高速船で6時間も滞在時間があるため、マリリンの像を見てまだ5時間くらい滞在時間が残っているので、行ける範囲で島を回ってみることにした。

失敗だったのは長ズボンだったこと。年末年始の沖縄としては真冬だけど、日が照り出すと夏のように暑い。一応、沖縄では冬ってことになってるけど、北海道出身の自分からしたら沖縄は1年中夏であり、常夏の島に認定した。

女瀬の崎(うなじのさち)展望台

女瀬の崎(うなじのさち)展望台

女瀬の崎と書いて「うなじのさち」と読む難読展望台。港から2~3kmくらいの歩いて行ける距離にいくか展望台的なものがある。飛び降りたくなるくらいの崖っぷちだけど、飛び降りてはまず助からないので飛び降りないように。

阿真ビーチの青少年旅行村キャンプ場


阿真ビーチっていう、ターミナルから歩いて行ける場所にあるウミガメが有名なところの近くにあるキャンプ場。マリリンの像を過ぎて少ししたあたり。

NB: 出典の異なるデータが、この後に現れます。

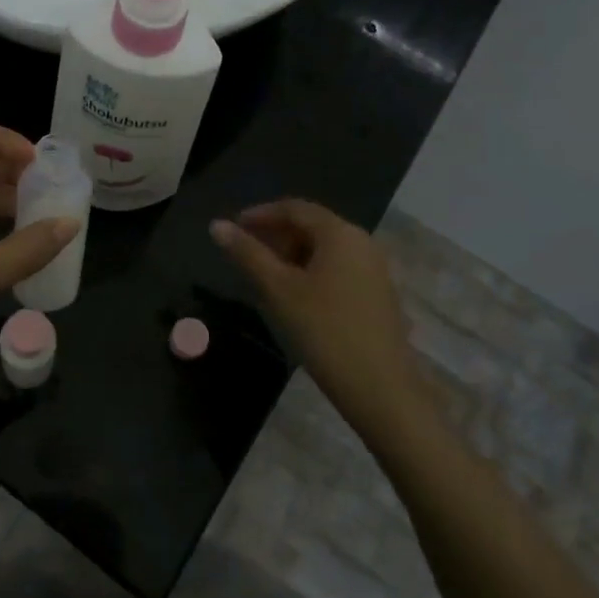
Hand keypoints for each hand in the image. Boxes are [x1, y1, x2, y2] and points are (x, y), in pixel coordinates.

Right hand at [210, 200, 418, 415]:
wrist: (381, 389)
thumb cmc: (324, 331)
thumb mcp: (278, 290)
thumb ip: (247, 254)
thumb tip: (217, 225)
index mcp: (340, 233)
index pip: (294, 208)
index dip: (260, 214)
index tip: (233, 228)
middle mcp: (362, 242)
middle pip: (311, 226)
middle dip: (276, 235)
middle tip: (245, 253)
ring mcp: (374, 269)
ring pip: (325, 249)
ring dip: (292, 254)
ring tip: (265, 276)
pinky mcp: (378, 294)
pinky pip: (338, 268)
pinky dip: (311, 271)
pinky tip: (295, 295)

1泊500円くらいで木陰がいい感じ。夏とかだと賑わっているのかどうかわからないけど、沖縄のキャンプ場だからそんなに賑わっていない気もするし、ダイビング系の人とか、コロナ以前だったらヒッピー系の旅人とかが割といたりするのかもしれない。

阿真ビーチ

ターミナルから歩いて行けるビーチの一つが阿真ビーチ。ターミナルから東側には古座間味ビーチというのがあるけど、見るだけだったらそんなに変わらない。阿真ビーチの方がたぶん都会的。

景色は実際に行ってのお楽しみだけど、慶良間ブルーで冬でも泳いだり潜ったりしている人たちがいる。

慶良間諸島国立公園ビジターセンター「青のゆくる館」

フェリーターミナルの近くにある観光案内施設。島の解説とかの座学が中心で、お土産店やカフェなどがある。

もっとも、島に着いてから学ぶのはオススメできなくて、貴重な滞在時間なので事前に学習してからの方がよい。座間味村は沖縄戦で最初に米軍が上陸した島というくらいの予備知識は持っていたい。

フェリーターミナルにもお土産店が併設されているけど、道の駅とかみたいに、どこまでが公営の施設でどこからが民間なのかわかりにくい気もする。こういった離島だと官民一体となって運営する感じなのかも知れない。

座間味島は6時間あれば、かなりゆったり観光できる

6時間あればマリリン像はもちろん、ビーチ2か所とターミナル周辺の集落がゆっくり散策できる。

ダイビングとかアクティビティーする人は泊った方がいいけど、島の雰囲気を見て回るだけなら日帰りでも問題ない感じがした。

島の雰囲気の合う、合わないは人それぞれだけど、人口500人台だし、最近、フェリー代金の職員による横領とかもあったし、まぁまぁ人間模様が濃密だし、慶良間ブルーだけの明るいだけの観光島ではない島というイメージ。